WHAT THE EXERCISE ASKS ->
Wherever "Resource" occurs in the entries, copy the line that holds it.

[Saved data entries]

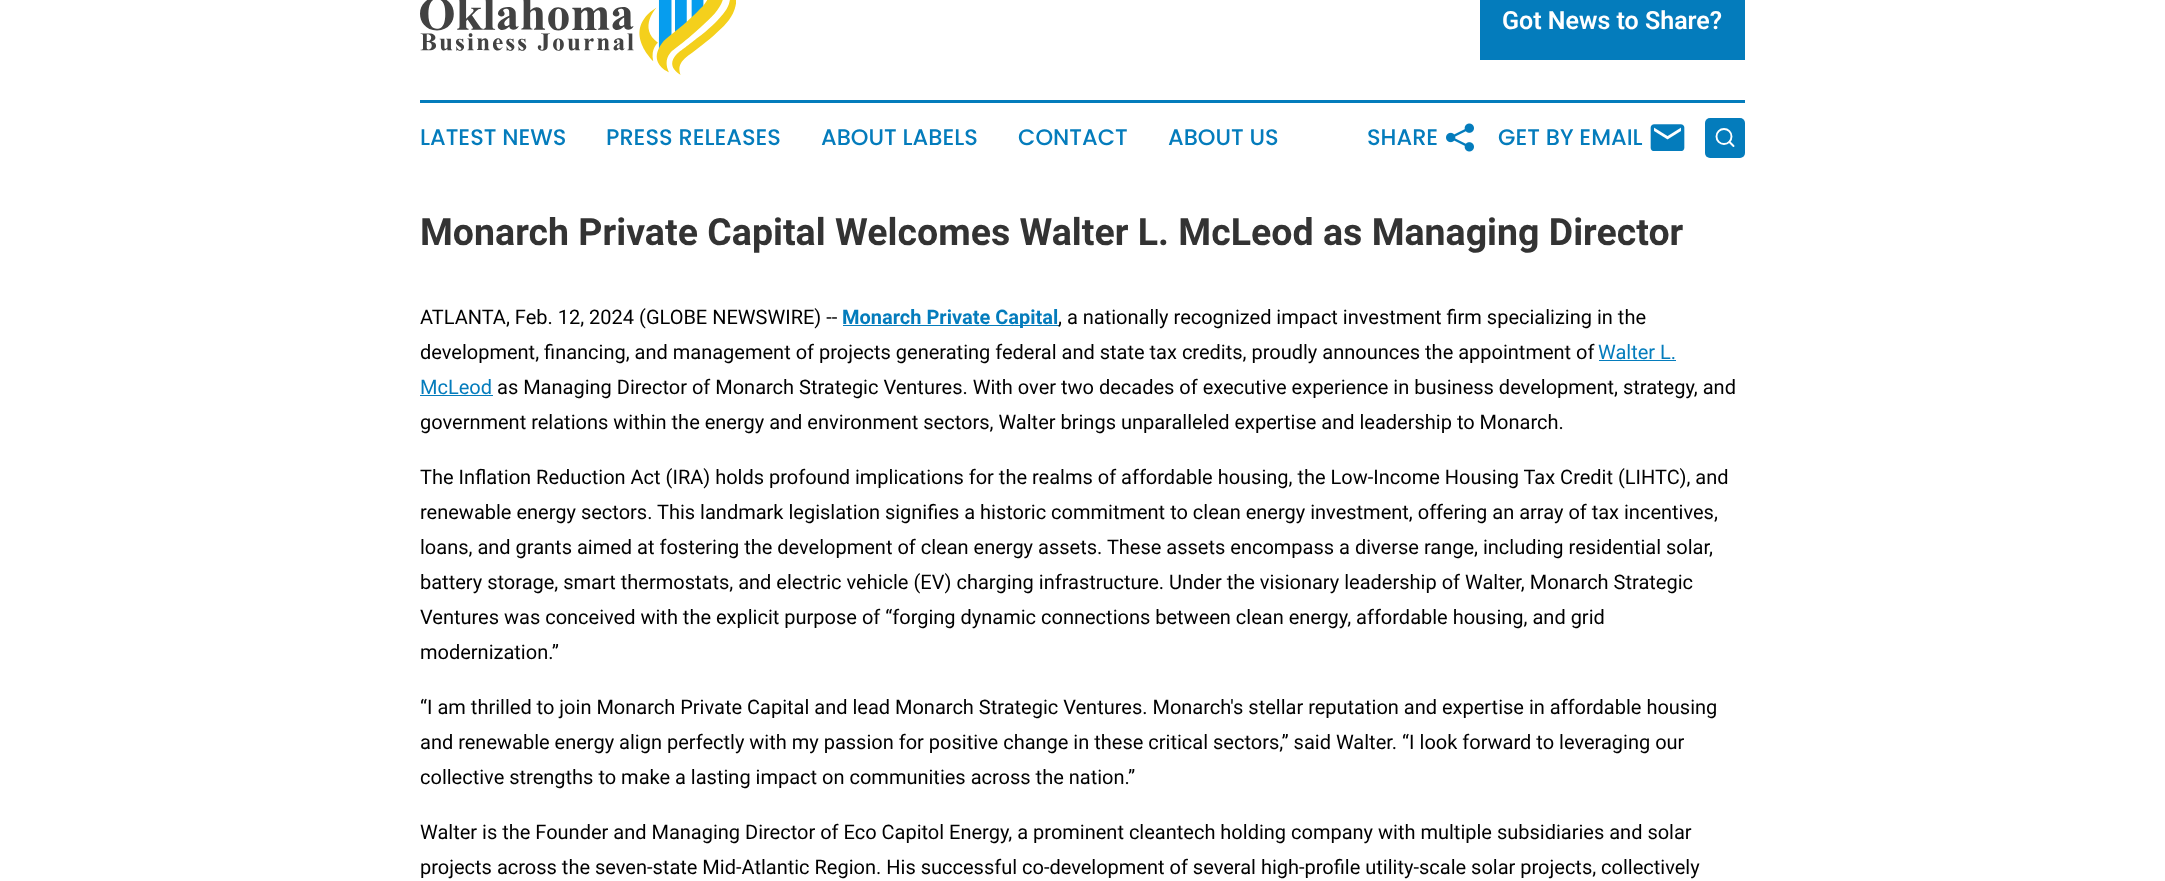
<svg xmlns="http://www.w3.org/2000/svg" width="2165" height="881">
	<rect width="100%" height="100%" fill="#FFFFFF" />
	<image x="420" y="0" width="316" height="75" href="assets/img1.png" />
	<rect x="1480" y="0" width="265" height="60" fill="#047CBC" />
	<text x="1502" y="29" font-family="Roboto" font-size="25" font-weight="600" fill="#FFFFFF">Got News to Share?</text>
	<rect x="420" y="100" width="1325" height="3" fill="#047CBC" />
	<g font-family="Poppins" font-size="22.5" font-weight="500" fill="#047CBC">
		<text x="420" y="145">LATEST NEWS</text>
		<text x="606" y="145">PRESS RELEASES</text>
		<text x="821" y="145">ABOUT LABELS</text>
		<text x="1018" y="145">CONTACT</text>
		<text x="1168" y="145">ABOUT US</text>
		<text x="1367" y="145">SHARE</text>
	</g>
	<image x="1446" y="123" width="28" height="29" href="assets/img2.png" />
	<text x="1498" y="145" font-family="Poppins" font-size="22.5" font-weight="500" fill="#047CBC">GET BY EMAIL</text>
	<image x="1650" y="124" width="35" height="27" href="assets/img3.png" />
	<rect x="1705" y="118" width="40" height="40" rx="5" fill="#047CBC" />
	<circle cx="1724" cy="136.5" r="7.5" fill="none" stroke="#FFFFFF" stroke-width="1.9" />
	<path d="M1733.5 146L1729.5 142" fill="none" stroke="#FFFFFF" stroke-width="1.9" stroke-linecap="round" stroke-linejoin="round" />
	<text x="420" y="245" font-family="Roboto" font-size="37.5" font-weight="700" fill="#333333">Monarch Private Capital Welcomes Walter L. McLeod as Managing Director</text>
	<text x="420" y="324" font-family="Roboto" font-size="20" fill="#000000">ATLANTA, Feb. 12, 2024 (GLOBE NEWSWIRE) --</text>
	<rect x="843" y="325" width="216" height="1" fill="#047CBC" />
	<text x="842" y="324" font-family="Roboto" font-size="20" font-weight="700" fill="#047CBC">Monarch Private Capital</text>
	<g font-family="Roboto" font-size="20" fill="#000000">
		<text x="1058" y="324">, a nationally recognized impact investment firm specializing in the</text>
		<text x="420" y="359">development, financing, and management of projects generating federal and state tax credits, proudly announces the appointment of</text>
	</g>
	<text x="1598" y="359" font-family="Roboto" font-size="20" fill="#047CBC">Walter L.</text>
	<rect x="1599" y="360" width="77" height="1" fill="#047CBC" />
	<text x="420" y="394" font-family="Roboto" font-size="20" fill="#047CBC">McLeod</text>
	<rect x="420" y="395" width="73" height="1" fill="#047CBC" />
	<g font-family="Roboto" font-size="20" fill="#000000">
		<text x="497" y="394">as Managing Director of Monarch Strategic Ventures. With over two decades of executive experience in business development, strategy, and</text>
		<text x="420" y="429">government relations within the energy and environment sectors, Walter brings unparalleled expertise and leadership to Monarch.</text>
		<text x="420" y="484">The Inflation Reduction Act (IRA) holds profound implications for the realms of affordable housing, the Low-Income Housing Tax Credit (LIHTC), and</text>
		<text x="420" y="519">renewable energy sectors. This landmark legislation signifies a historic commitment to clean energy investment, offering an array of tax incentives,</text>
		<text x="420" y="554">loans, and grants aimed at fostering the development of clean energy assets. These assets encompass a diverse range, including residential solar,</text>
		<text x="420" y="589">battery storage, smart thermostats, and electric vehicle (EV) charging infrastructure. Under the visionary leadership of Walter, Monarch Strategic</text>
		<text x="420" y="624">Ventures was conceived with the explicit purpose of “forging dynamic connections between clean energy, affordable housing, and grid</text>
		<text x="420" y="659">modernization.”</text>
		<text x="420" y="714">“I am thrilled to join Monarch Private Capital and lead Monarch Strategic Ventures. Monarch's stellar reputation and expertise in affordable housing</text>
		<text x="420" y="749">and renewable energy align perfectly with my passion for positive change in these critical sectors,” said Walter. “I look forward to leveraging our</text>
		<text x="420" y="784">collective strengths to make a lasting impact on communities across the nation.”</text>
		<text x="420" y="839">Walter is the Founder and Managing Director of Eco Capitol Energy, a prominent cleantech holding company with multiple subsidiaries and solar</text>
		<text x="420" y="874">projects across the seven-state Mid-Atlantic Region. His successful co-development of several high-profile utility-scale solar projects, collectively</text>
	</g>
</svg>
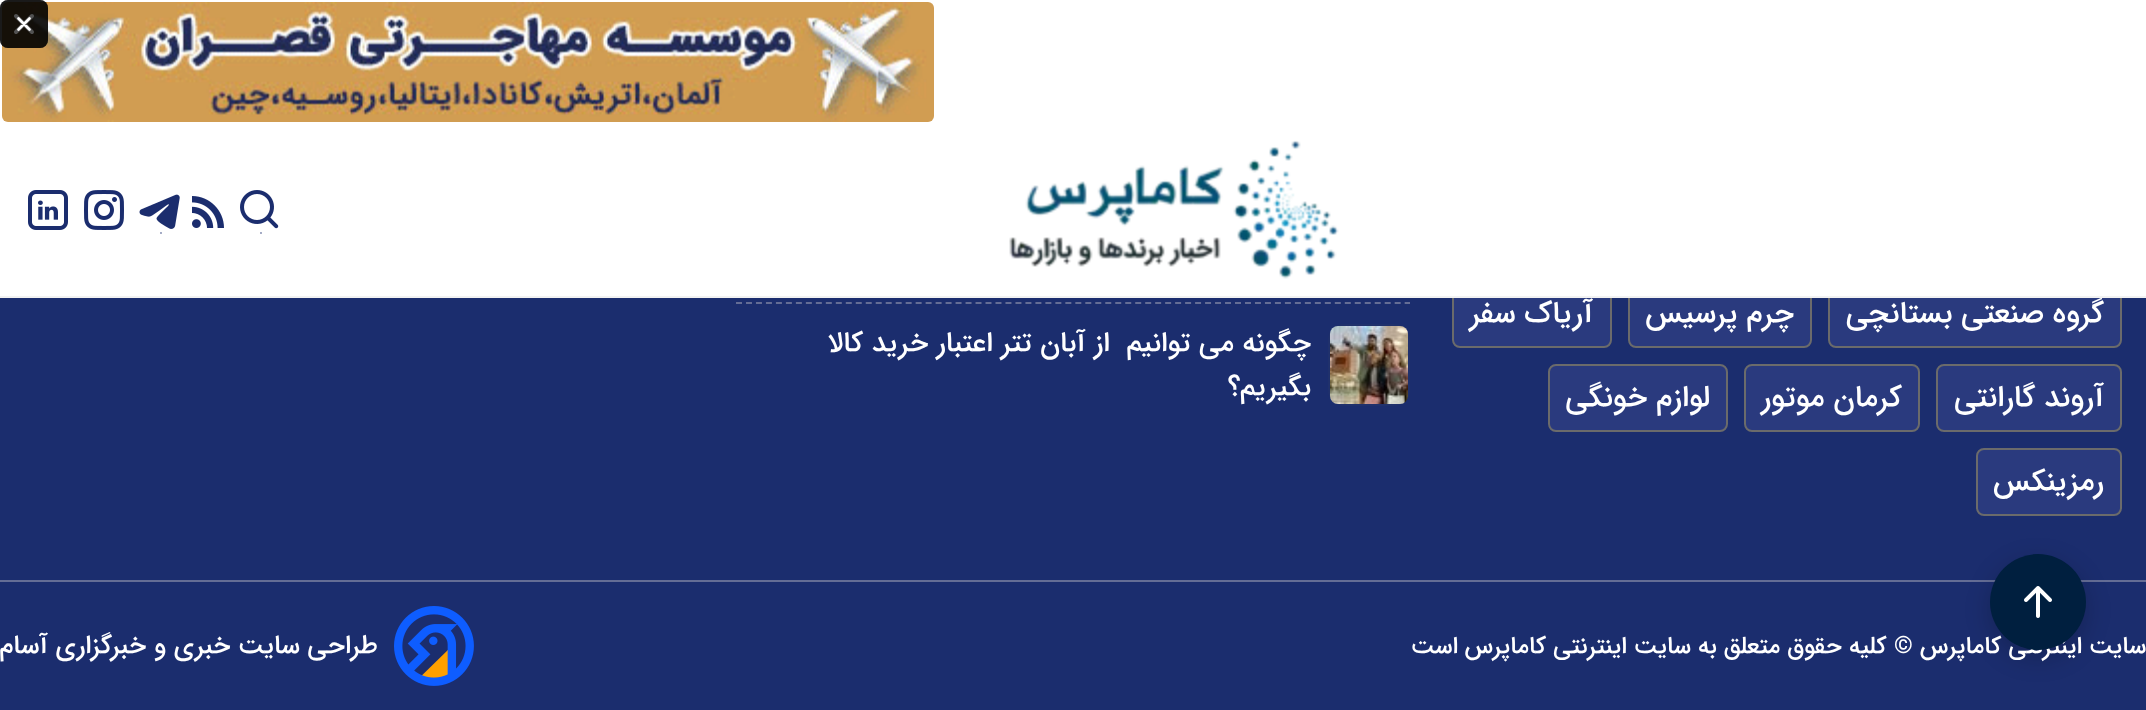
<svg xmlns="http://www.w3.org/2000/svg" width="2146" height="710">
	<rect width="100%" height="100%" fill="#1B2D6E" />
	<rect x="1829" y="281" width="292" height="66" rx="7" fill="#2A3A7E" stroke="#6B6B6B" stroke-width="2" />
	<rect x="1629" y="281" width="182" height="66" rx="7" fill="#2A3A7E" stroke="#6B6B6B" stroke-width="2" />
	<rect x="1453" y="281" width="158" height="66" rx="7" fill="#2A3A7E" stroke="#6B6B6B" stroke-width="2" />
	<rect x="0" y="0" width="2146" height="296" fill="#FFFFFF" />
	<image x="2" y="2" width="932" height="120" href="assets/img1.png" />
	<rect x="0" y="0" width="48" height="48" rx="8" fill="#000000" fill-opacity="0.68" />
	<path d="M16 16L24 24M24 24L32 32M24 24L32 16M24 24L16 32" fill="none" stroke="#FFFFFF" stroke-width="4" stroke-linecap="round" />
	<rect x="0" y="0" width="48" height="48" rx="8" fill="#000000" fill-opacity="0.68" />
	<path d="M18.5 18.5L24 24M24 24L29.5 29.5M24 24L29.5 18.5M24 24L18.5 29.5" fill="none" stroke="#FFFFFF" stroke-width="2.7" stroke-linecap="round" />
	<text x="2104" y="322" font-family="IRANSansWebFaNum" font-size="30" font-weight="500" direction="rtl" fill="#FFFFFF">گروه صنعتی بستانچی</text>
	<rect x="0" y="296" width="2146" height="2" fill="#F2F2F2" />
	<image x="1009" y="140" width="330" height="139" href="assets/img2.png" />
	<image x="240" y="190" width="39" height="44" href="assets/img3.png" />
	<image x="192" y="196" width="32" height="32" href="assets/img4.png" />
	<image x="139" y="194" width="41" height="40" href="assets/img5.png" />
	<image x="84" y="190" width="40" height="40" href="assets/img6.png" />
	<image x="28" y="190" width="40" height="40" href="assets/img7.png" />
	<g font-family="IRANSansWebFaNum" font-size="30" font-weight="500" direction="rtl" fill="#FFFFFF">
		<text x="1794" y="322">چرم پرسیس</text>
		<text x="1593" y="322">آریاک سفر</text>
	</g>
	<rect x="1937" y="365" width="184" height="66" rx="7" fill="#2A3A7E" stroke="#6B6B6B" stroke-width="2" />
	<text x="2104" y="406" font-family="IRANSansWebFaNum" font-size="30" font-weight="500" direction="rtl" fill="#FFFFFF">آروند گارانتی</text>
	<rect x="1745" y="365" width="174" height="66" rx="7" fill="#2A3A7E" stroke="#6B6B6B" stroke-width="2" />
	<text x="1902" y="406" font-family="IRANSansWebFaNum" font-size="30" font-weight="500" direction="rtl" fill="#FFFFFF">کرمان موتور</text>
	<rect x="1549" y="365" width="178" height="66" rx="7" fill="#2A3A7E" stroke="#6B6B6B" stroke-width="2" />
	<text x="1710" y="406" font-family="IRANSansWebFaNum" font-size="30" font-weight="500" direction="rtl" fill="#FFFFFF">لوازم خونگی</text>
	<rect x="1977" y="449" width="144" height="66" rx="7" fill="#2A3A7E" stroke="#6B6B6B" stroke-width="2" />
	<text x="2104" y="490" font-family="IRANSansWebFaNum" font-size="30" font-weight="500" direction="rtl" fill="#FFFFFF">رمزینکس</text>
	<path d="M736 303H1410" fill="none" stroke="#646D95" stroke-width="2" stroke-dasharray="6 3.98" />
	<rect x="1329" y="325" width="80" height="80" rx="15" fill="none" stroke="#20316C" stroke-width="2" />
	<image x="1330" y="326" width="78" height="78" href="assets/img8.png" />
	<g font-family="IRANSansWebFaNum" font-size="28" font-weight="500" direction="rtl" fill="#FFFFFF">
		<text x="1311" y="351" xml:space="preserve">چگونه می توانیم  از آبان تتر اعتبار خرید کالا</text>
		<text x="1311" y="395">بگیریم؟</text>
	</g>
	<rect x="0" y="580" width="2146" height="2" fill="#646D95" />
	<rect x="1990" y="562" width="96" height="96" rx="48" fill="#000000" fill-opacity="0.2" filter="blur(12px)" />
	<text x="2146" y="653" font-family="IRANSansWebFaNum" font-size="24" font-weight="500" direction="rtl" fill="#FFFFFF">سایت اینترنتی کاماپرس © کلیه حقوق متعلق به سایت اینترنتی کاماپرس</text>
	<circle cx="2038" cy="602" r="48" fill="#001F3F" />
	<image x="2024" y="586" width="28" height="32" href="assets/img9.png" />
	<text x="1458" y="653" font-family="IRANSansWebFaNum" font-size="24" font-weight="500" direction="rtl" fill="#FFFFFF">است</text>
	<image x="394" y="606" width="80" height="80" href="assets/img10.png" />
	<text x="378" y="653" font-family="IRANSansWebFaNum" font-size="26" font-weight="500" direction="rtl" fill="#FFFFFF">طراحی سایت خبری و خبرگزاری آسام</text>
</svg>
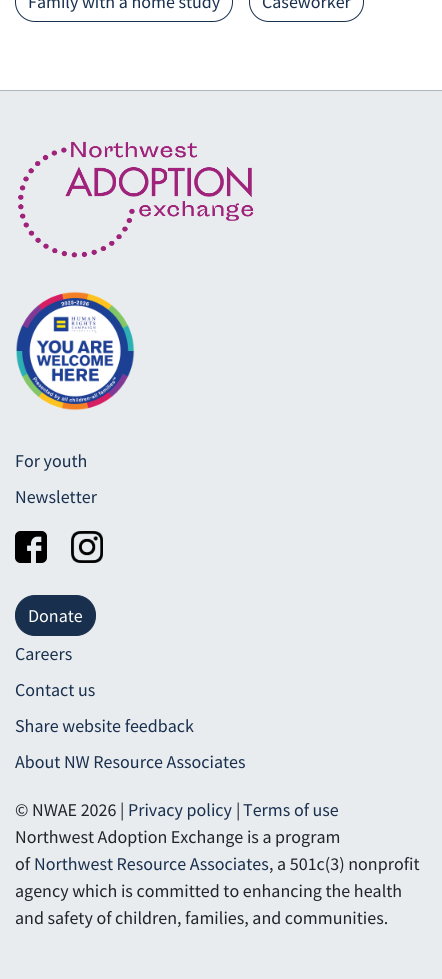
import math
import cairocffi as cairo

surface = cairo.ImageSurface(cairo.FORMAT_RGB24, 442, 979)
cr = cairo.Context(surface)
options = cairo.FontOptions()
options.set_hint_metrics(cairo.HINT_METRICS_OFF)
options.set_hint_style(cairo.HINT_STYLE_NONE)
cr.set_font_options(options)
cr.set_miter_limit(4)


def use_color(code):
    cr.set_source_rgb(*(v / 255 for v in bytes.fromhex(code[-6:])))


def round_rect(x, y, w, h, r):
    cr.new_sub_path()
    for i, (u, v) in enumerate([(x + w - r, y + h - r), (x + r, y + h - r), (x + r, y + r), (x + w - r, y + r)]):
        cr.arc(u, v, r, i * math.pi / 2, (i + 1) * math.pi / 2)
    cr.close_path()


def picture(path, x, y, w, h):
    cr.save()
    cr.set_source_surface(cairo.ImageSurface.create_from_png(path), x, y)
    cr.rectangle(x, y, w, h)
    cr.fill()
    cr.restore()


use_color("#ffffff")
cr.paint()
round_rect(15.5, -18.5, 217, 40, 19.5)
use_color("#182f4d")
cr.set_line_width(1)
cr.stroke()
cr.select_font_face("Source Sans Pro")
cr.set_font_size(18)
cr.move_to(28, 8)
cr.show_text("Family with a home study")
round_rect(249.5, -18.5, 114, 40, 19.5)
cr.stroke()
cr.move_to(262, 8)
cr.show_text("Caseworker")
use_color("#e9ecef")
cr.rectangle(0, 91, 442, 888)
cr.fill()
use_color("#adb5bd")
cr.rectangle(0, 90, 442, 1)
cr.fill()
picture("img1.png", 18, 141, 236, 117)
picture("img2.png", 16, 291, 119, 120)
use_color("#182f4d")
cr.move_to(15, 467)
cr.show_text("For youth")
cr.move_to(15, 503)
cr.show_text("Newsletter")
picture("img3.png", 15, 531, 32, 32)
picture("img4.png", 71, 531, 32, 32)
round_rect(15.5, 595.5, 80, 40, 19.5)
cr.fill_preserve()
cr.stroke()
use_color("#ffffff")
cr.move_to(28, 622)
cr.show_text("Donate")
use_color("#182f4d")
cr.move_to(15, 660)
cr.show_text("Careers")
cr.move_to(15, 696)
cr.show_text("Contact us")
cr.move_to(15, 732)
cr.show_text("Share website feedback")
cr.move_to(15, 768)
cr.show_text("About NW Resource Associates")
use_color("#212529")
cr.move_to(15, 816)
cr.show_text("© NWAE 2026 |")
use_color("#182f4d")
cr.move_to(128, 816)
cr.show_text("Privacy policy")
use_color("#212529")
cr.move_to(236, 816)
cr.show_text("|")
use_color("#182f4d")
cr.move_to(243, 816)
cr.show_text("Terms of use")
use_color("#212529")
cr.move_to(15, 843)
cr.show_text("Northwest Adoption Exchange is a program")
cr.move_to(15, 870)
cr.show_text("of")
use_color("#182f4d")
cr.move_to(34, 870)
cr.show_text("Northwest Resource Associates")
use_color("#212529")
cr.move_to(269, 870)
cr.show_text(", a 501c(3) nonprofit")
cr.move_to(15, 897)
cr.show_text("agency which is committed to enhancing the health")
cr.move_to(15, 924)
cr.show_text("and safety of children, families, and communities.")
surface.write_to_png("result.png")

SOLUTION TO THIS EXERCISE ->
cr.show_text("About NW Resource Associates")
cr.show_text("Northwest Resource Associates")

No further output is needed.